The topic is highly debated, and the study found that 74% of Muslims support having access to these courts, but other religions do not -- the lowest being Sikhs at 25% and the highest being 33% for Buddhists and Jains. 

The report also found that Muslims are more likely to say that the 1947 Partition of the country harmed relations between Hindus and Muslims than Hindus. The Pew survey noted that 48% said that Partition was a bad thing for the subcontinent. In contrast, Hindus say the opposite, with 43% stating it was beneficial for communal relations and 37% saying it was harmful. But 66% of Sikhs termed Partition as harmful. 

The study also pointed out the prevalence of the caste system continues to further divide Indian society. Most Indians, regardless of religion, identify with a caste. Lower castes have faced discrimination and major inequalities and continue to do so.

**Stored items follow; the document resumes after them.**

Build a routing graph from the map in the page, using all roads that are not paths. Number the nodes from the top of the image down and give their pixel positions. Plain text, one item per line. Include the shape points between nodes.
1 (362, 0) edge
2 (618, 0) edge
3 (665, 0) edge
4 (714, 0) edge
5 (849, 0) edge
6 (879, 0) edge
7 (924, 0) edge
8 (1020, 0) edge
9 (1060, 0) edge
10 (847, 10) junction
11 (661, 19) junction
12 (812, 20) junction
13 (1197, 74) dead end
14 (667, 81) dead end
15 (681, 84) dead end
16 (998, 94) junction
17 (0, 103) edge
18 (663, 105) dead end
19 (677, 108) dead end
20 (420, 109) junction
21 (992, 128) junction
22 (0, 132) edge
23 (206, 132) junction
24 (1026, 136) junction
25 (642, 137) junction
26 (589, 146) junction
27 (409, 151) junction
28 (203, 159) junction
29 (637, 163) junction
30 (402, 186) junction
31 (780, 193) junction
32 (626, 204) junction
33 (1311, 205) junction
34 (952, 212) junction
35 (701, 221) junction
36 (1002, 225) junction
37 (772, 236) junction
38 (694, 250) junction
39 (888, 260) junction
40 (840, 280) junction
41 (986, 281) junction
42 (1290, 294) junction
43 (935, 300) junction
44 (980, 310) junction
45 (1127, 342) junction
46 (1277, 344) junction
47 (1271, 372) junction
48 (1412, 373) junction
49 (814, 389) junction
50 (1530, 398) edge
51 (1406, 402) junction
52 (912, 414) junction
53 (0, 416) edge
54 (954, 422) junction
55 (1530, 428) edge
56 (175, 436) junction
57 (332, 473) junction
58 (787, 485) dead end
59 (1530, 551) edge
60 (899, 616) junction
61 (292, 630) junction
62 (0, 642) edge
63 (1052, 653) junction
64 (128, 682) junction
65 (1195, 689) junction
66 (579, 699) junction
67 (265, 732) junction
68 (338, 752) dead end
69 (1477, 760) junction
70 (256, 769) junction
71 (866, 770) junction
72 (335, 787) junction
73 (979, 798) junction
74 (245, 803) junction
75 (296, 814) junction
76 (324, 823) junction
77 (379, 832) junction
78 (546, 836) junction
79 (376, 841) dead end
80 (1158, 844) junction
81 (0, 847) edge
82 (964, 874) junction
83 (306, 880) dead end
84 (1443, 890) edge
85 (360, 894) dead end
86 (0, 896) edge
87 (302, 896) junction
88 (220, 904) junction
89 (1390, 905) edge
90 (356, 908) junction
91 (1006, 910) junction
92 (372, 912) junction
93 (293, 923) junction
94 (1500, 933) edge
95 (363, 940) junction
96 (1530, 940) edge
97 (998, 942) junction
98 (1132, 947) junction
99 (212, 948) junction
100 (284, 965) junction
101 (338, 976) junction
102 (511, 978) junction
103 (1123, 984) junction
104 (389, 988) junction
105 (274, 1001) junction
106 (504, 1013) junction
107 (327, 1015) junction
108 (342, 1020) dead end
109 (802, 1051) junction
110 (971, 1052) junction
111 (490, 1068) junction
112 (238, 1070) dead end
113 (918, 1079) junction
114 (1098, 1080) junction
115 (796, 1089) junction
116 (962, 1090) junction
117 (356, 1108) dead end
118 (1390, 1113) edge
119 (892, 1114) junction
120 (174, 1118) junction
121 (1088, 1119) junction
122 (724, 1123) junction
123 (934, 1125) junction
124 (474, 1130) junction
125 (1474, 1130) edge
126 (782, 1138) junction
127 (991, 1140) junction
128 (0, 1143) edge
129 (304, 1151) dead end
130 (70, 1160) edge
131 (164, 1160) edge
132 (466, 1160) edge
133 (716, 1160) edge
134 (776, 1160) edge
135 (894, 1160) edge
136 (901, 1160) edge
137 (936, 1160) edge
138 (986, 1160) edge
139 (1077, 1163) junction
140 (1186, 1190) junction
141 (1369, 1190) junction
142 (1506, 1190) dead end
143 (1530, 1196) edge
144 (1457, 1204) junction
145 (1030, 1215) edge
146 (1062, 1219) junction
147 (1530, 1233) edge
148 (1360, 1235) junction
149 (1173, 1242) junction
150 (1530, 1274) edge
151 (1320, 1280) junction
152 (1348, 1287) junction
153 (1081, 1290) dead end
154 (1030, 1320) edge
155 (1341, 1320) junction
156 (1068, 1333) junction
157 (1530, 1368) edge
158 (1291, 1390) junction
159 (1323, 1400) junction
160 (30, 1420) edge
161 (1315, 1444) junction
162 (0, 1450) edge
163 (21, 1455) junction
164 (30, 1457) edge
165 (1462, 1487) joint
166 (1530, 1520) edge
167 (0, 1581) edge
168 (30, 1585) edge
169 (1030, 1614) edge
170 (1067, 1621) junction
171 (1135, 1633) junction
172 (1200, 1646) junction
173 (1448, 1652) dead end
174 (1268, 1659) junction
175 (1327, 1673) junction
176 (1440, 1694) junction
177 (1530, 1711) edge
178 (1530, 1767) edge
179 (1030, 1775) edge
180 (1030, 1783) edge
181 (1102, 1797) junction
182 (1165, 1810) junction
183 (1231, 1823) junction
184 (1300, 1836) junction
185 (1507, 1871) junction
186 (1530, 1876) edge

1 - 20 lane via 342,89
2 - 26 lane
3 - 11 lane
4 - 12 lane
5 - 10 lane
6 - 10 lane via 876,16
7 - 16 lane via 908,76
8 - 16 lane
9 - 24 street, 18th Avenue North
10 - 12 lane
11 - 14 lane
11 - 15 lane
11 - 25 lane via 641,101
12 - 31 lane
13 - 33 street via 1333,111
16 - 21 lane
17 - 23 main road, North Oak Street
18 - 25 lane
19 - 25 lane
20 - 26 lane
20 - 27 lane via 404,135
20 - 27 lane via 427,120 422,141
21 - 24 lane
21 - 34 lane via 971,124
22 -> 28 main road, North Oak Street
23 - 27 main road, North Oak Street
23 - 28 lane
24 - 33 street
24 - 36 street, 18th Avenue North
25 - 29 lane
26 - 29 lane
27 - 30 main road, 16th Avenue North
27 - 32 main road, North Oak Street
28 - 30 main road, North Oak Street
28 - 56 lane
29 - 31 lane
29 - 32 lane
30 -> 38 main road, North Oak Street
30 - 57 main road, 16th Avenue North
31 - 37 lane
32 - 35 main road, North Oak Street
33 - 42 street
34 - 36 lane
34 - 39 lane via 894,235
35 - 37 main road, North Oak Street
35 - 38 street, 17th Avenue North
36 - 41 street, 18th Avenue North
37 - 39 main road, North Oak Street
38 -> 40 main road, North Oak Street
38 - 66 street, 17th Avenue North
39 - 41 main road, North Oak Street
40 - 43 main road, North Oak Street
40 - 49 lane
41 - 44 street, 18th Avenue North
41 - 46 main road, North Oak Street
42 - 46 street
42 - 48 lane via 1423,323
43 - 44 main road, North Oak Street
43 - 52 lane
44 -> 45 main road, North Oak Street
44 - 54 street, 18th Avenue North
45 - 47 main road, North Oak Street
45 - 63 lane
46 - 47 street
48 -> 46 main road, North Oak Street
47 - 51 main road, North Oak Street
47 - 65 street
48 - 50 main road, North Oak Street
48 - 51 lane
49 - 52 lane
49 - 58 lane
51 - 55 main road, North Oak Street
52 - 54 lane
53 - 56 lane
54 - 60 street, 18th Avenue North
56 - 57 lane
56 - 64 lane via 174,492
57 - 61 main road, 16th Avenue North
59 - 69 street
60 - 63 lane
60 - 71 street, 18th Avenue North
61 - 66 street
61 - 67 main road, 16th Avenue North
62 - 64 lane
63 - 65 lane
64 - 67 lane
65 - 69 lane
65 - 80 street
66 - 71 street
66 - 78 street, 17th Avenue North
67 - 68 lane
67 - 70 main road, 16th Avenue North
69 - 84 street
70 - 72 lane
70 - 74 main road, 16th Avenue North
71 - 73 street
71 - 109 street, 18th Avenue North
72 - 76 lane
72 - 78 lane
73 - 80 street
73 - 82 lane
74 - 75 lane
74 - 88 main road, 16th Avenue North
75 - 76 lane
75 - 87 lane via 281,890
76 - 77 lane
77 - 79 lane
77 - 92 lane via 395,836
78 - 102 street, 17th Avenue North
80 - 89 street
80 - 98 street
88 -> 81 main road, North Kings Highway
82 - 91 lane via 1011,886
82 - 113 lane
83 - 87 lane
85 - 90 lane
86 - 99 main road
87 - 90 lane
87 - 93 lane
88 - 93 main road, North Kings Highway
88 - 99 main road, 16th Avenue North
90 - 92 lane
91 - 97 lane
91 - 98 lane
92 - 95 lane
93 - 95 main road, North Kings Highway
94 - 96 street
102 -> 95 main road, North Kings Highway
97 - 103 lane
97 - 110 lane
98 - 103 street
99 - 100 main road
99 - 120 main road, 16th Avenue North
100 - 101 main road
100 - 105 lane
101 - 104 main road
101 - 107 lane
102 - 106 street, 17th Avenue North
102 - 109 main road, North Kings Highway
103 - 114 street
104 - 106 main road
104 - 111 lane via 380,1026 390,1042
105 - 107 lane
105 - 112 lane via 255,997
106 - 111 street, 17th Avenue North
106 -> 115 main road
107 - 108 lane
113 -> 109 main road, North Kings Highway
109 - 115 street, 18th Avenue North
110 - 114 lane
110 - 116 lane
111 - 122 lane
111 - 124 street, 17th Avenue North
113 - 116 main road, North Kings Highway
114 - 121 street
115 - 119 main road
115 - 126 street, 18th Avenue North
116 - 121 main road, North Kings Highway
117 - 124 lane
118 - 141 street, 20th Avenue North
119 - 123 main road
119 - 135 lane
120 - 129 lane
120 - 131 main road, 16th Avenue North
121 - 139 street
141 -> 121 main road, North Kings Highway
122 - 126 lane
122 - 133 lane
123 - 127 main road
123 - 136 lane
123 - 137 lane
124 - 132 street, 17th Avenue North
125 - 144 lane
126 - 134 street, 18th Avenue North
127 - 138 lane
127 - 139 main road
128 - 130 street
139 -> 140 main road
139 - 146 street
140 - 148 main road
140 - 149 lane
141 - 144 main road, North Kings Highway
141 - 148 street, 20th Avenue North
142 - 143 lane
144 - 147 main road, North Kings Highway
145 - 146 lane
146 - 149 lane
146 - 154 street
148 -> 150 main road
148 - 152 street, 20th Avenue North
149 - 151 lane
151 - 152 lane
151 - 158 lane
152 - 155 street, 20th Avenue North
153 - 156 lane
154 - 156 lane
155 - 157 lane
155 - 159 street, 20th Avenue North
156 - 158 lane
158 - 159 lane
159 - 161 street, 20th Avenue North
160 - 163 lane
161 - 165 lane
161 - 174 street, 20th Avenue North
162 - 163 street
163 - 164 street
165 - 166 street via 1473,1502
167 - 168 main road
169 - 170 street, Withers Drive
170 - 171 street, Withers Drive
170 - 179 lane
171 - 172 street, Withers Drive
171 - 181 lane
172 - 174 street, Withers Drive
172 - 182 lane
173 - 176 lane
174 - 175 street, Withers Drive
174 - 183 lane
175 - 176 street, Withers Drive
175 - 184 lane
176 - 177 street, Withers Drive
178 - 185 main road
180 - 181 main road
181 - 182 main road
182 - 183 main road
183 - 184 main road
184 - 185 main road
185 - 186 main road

Still, the survey found that most people say there is not much caste discrimination in India. 

Indian law prohibits caste-based discrimination (casteism), including untouchability, and there have been affirmative policies in place for many years. But almost 70% of Indians say that most or all of their close friends share the same caste, and 64% say that it is very important to stop women from marrying outside their caste, and 62% say the same for men.

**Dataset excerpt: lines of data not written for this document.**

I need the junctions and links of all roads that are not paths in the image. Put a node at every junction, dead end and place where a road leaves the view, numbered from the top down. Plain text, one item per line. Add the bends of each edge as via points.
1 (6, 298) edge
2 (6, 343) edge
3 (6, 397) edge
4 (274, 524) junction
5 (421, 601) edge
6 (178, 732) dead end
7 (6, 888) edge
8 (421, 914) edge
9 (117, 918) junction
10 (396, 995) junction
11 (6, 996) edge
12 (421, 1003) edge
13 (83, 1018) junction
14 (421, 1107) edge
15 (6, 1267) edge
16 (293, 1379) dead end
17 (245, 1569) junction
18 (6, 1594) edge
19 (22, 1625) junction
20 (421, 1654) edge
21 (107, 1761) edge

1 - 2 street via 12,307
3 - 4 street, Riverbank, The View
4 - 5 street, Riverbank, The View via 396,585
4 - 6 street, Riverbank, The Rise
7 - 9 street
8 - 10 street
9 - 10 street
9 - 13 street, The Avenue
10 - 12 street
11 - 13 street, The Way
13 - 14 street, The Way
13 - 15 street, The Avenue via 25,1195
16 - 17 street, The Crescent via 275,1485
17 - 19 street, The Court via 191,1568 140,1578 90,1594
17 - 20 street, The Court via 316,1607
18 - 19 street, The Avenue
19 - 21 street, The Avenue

The study also finds that religious conversion is rare in India and is negligible as those religions that gain converts may lose some followers. But religious switching has a minimal impact on the size of religious groups. Across the country, 98% gave the same response when asked to identify their childhood religion and their current religion. 

For Hindus, 0.7% were raised as Hindus but left the religion whereas 0.8 joined the religion. For Christians, 0.4% were former Hindus who converted compared with the 0.1 that were raised Christian but left the religion. 

Almost all Indians, 97%, say that they believe in God, and about 80% of the individuals in most religious groups are certain that God exists. The biggest exception is Buddhists, a third of whom say they do not believe in God as it is not central to the religion's teachings. Indians have varying perceptions of God as most Hindus believe there is one God with multiple manifestations or avatars. In contrast, Muslims and Christians are more likely to say that there is only one God.

However, across all faiths, Indians say that religion is a very important part of their lives, with many praying and partaking in rituals daily. As India is diverse and has been for generations, the country's minority groups engage in similar practices or hold beliefs closely related to Hindu traditions than with their own in other countries. 

For example, 29% of Sikhs, 22% of Christians and 18% of Muslim women say they wear a bindi even though the accessory has Hindu origins. 77% of Muslims and Hindus believe in karma, as do 54% of Christians. Different members of different religions celebrate each others holidays; 7% of Hindus said that they celebrate Eid, and 17% said that they celebrate Christmas.